You should really take the time to read the short article about The Myth of Redemptive Violence. It describes the Babylonian Creation Myth and how it’s violence-centric story is perpetuated today. I’m not just talking about war here, I’m speaking of primarily the media that we expose ourselves to. Think Braveheart and Gladiator, Batman, Lone Ranger, Road Runner and many others:

The psychodynamics’ of the TV cartoon or comic book are marvelously simple: children identify with the good guy so that they can think of themselves as good. This enables them to project out onto the bad guy their repressed anger, violence, rebelliousness, or lust, and then vicariously to enjoy their own evil by watching the bad guy initially prevail. This segment of the show–the “Tammuz” element, where the hero suffers–actually consumes all but the closing minutes, allowing ample time for indulging the violent side of self. When the good guy finally wins, viewers are then able to reassert control over their own inner tendencies, repress them, and reestablish a sense of goodness without coming to any insight about their own inner evil. The villain’s punishment provides catharsis; one forswears the villain’s ways and heaps condemnation on him in a guilt-free orgy of aggression.

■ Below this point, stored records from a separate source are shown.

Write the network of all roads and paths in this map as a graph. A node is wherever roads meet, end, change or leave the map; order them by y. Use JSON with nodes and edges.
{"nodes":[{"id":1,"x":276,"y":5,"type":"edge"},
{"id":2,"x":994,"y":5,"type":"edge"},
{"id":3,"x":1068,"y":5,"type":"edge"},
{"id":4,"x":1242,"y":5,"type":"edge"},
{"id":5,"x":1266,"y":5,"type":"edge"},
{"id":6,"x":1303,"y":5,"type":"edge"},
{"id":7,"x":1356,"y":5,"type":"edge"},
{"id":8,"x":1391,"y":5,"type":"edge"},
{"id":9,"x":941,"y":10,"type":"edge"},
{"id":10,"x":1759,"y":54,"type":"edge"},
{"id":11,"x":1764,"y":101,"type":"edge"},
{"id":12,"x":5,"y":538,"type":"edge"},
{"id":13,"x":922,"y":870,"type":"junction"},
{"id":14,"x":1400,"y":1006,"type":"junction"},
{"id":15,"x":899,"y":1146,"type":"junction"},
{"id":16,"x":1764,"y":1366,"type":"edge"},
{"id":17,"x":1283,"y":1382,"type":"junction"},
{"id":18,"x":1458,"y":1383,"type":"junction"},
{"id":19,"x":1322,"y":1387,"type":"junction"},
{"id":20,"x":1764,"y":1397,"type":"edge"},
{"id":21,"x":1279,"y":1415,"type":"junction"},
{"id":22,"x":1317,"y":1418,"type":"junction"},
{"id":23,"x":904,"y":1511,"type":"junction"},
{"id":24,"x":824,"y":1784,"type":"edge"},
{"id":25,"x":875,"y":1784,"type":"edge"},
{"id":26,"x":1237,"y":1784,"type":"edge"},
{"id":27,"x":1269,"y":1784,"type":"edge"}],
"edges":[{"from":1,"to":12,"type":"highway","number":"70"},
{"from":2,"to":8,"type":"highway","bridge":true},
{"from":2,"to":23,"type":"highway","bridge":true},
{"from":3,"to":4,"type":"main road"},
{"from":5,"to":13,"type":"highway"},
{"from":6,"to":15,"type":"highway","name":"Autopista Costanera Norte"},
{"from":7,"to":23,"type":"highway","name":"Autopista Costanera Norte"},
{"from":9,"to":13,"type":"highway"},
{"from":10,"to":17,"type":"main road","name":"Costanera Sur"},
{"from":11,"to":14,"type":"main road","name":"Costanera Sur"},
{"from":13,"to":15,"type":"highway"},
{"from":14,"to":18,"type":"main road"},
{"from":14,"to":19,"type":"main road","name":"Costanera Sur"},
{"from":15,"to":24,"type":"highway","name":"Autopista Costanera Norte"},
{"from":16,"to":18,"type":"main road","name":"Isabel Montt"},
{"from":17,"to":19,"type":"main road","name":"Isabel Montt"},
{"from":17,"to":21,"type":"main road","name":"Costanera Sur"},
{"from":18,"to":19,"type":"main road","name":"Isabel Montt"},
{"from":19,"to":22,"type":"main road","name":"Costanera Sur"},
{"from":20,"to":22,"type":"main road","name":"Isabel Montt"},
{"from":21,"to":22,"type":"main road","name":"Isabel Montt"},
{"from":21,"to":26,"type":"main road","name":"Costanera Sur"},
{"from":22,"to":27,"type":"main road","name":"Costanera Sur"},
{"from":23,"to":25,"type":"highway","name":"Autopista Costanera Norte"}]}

Salvation is found through identification with the hero

As, I think about entering parenthood, I’m struck by the fact that though I have continually acknowledged to myself and others that this myth is a lie and it is dangerous to our culture, I have still chosen to expose myself to plenty of movies that carry this theme.  I’ve decided both in preparation, and probably for personal well being, that I’m going to stop watching movies that carry a redemptive violence theme (for at least a year). This won’t be a hard and fast line, but one I want to consider for the well being of my family. Which means Die Hard, Rocky, and Spider Man will be off my movie viewing list for the year.